2. Examination of urine: Leptospires appear in the urine in the second week of the disease and intermittently thereafter for 4-6 weeks.The urine should be examined immediately after collecting as leprospires undergoes lysis in acid urine. Centrifuged deposit of the urine may be examined under dark ground illumination.
3.Serological Diagnosis: Antibodies appear in serum towards the end of the first week of the disease and increase till the 4-th week,thereafter declining.Two types of serological tests:
1. Broadly reactive screening test
2. Type specific tests  
1. Broadly Reactive Sceening Test: It is also called as Genus specific test. Identify infection without indicating the exact infecting serovar. The antigens are prepared from non pathogenic L. biflexa. Also include agglutination, indirect immunofluorescence. ELISA used to detect IgM and IgG antibodies separately to indicate the stage of infection.

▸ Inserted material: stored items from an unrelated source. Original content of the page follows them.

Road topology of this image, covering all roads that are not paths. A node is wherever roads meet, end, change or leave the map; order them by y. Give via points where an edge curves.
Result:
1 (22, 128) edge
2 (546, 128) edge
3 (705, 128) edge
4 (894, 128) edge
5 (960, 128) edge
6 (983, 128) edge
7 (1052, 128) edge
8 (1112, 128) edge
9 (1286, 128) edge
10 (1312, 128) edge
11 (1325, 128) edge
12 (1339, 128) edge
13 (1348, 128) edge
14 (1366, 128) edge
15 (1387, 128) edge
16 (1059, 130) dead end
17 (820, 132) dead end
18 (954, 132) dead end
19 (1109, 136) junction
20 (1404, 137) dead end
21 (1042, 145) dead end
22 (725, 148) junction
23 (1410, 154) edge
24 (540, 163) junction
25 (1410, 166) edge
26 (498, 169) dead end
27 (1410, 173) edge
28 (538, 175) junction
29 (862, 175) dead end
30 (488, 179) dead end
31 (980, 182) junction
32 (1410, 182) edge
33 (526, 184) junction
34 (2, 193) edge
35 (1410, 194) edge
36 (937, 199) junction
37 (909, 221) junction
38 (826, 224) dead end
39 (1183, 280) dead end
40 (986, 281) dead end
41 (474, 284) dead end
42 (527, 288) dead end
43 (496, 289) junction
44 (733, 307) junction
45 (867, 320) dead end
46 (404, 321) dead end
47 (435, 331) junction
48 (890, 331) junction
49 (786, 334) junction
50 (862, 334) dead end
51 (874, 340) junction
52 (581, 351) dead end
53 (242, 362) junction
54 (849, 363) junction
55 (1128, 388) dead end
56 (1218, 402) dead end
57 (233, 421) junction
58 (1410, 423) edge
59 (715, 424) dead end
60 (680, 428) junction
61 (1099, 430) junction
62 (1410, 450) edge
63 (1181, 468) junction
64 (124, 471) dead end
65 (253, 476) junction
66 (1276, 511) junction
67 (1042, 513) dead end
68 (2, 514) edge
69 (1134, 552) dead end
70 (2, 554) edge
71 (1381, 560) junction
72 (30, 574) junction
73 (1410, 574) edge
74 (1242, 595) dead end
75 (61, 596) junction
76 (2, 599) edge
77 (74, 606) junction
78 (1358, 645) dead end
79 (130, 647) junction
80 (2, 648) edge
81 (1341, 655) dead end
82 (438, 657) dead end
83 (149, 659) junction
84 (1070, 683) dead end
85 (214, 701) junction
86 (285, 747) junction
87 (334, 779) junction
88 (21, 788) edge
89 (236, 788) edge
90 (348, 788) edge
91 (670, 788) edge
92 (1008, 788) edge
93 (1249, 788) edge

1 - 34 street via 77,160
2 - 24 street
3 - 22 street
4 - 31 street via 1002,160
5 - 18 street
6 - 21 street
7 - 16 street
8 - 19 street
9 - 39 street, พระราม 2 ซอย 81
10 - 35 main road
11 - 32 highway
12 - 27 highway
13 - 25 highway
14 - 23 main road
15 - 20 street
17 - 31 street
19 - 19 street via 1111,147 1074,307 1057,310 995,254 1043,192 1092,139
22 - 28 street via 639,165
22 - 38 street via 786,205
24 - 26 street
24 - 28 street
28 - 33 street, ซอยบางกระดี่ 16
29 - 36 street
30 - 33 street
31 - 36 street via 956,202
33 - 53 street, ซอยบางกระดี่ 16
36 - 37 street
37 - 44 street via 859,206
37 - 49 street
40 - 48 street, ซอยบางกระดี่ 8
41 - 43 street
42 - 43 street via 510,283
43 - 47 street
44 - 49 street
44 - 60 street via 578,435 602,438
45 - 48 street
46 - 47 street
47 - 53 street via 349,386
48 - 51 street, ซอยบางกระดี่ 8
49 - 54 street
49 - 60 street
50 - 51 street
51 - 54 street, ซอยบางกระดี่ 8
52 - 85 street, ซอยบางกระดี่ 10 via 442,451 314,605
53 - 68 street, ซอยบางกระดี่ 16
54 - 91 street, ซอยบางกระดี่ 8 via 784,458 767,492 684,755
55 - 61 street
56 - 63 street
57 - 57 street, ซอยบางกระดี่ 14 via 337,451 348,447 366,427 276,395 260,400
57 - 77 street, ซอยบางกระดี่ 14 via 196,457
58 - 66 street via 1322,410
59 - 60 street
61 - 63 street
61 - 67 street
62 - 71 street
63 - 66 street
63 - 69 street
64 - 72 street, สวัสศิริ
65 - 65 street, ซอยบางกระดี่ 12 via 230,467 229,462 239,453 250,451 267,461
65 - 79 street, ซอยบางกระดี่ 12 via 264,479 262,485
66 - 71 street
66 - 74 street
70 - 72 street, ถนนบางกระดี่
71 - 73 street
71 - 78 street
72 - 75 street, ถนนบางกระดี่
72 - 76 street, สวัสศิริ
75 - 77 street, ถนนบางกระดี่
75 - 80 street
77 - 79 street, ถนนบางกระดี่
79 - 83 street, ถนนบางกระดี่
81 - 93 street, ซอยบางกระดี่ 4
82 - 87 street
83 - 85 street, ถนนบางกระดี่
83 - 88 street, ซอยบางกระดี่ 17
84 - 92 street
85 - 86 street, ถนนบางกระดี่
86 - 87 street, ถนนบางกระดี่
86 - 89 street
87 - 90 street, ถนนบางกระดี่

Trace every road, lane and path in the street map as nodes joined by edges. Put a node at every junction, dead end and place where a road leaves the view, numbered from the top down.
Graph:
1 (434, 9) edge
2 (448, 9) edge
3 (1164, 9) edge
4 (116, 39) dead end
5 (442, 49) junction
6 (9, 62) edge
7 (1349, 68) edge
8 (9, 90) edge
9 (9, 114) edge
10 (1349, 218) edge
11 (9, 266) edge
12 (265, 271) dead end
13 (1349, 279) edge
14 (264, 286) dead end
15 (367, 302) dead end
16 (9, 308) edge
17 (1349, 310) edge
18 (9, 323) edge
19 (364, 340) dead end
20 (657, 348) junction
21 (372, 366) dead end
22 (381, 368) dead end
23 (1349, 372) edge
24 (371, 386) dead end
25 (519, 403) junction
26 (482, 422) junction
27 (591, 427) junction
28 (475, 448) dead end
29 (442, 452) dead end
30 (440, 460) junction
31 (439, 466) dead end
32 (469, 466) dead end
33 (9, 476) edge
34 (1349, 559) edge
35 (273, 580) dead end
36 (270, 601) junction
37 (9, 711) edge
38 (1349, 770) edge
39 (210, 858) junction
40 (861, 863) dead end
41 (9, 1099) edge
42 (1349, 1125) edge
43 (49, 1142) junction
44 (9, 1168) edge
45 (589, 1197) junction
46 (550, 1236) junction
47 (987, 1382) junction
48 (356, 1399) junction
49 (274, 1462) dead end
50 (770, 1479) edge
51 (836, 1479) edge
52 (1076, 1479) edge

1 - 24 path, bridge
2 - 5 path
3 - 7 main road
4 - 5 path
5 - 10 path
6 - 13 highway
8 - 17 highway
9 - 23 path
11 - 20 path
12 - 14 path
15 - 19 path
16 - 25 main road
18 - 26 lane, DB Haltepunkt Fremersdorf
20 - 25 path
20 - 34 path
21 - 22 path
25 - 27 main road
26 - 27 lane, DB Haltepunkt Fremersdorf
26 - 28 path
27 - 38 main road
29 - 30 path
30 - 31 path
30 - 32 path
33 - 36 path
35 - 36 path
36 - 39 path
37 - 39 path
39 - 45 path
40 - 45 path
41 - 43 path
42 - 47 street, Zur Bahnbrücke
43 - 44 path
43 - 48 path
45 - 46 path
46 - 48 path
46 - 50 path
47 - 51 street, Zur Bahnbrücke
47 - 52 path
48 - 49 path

2. Type specific tests: This test identify the infecting serovar by demonstrating specific antibodies. Macroscopic Agglutination Test in which formalinised suspensions of prevalent leptospira serovars are tested with serial dilutions of the test serum. Microscopic Agglutination Test uses live cultures of different serotypes and agglutination is observed under the low power dark field microscope.
Prophylaxis ad treatment - Pathogenic leptospires survive for long periods in the convoluted tubules of the kidneys in natural hosts,multiply and are shed in the urine. Animal carriers often excrete 100 millions/ml of urine. If the infected urine contaminates water and humans come into contact with such water,leptospires enter the body through abraded skin or mucosa and initiate infection. The disease are common to agricultural workers. Rats are the prime carriers. So general measures include rodent control,water disinfection, wearing of protective clothing. Vaccination has been a success in dogs, cattles, pigs. Leptospires are sensitive to penicillin, tetracycline but the treatment to be effective should be started early in the course of disease.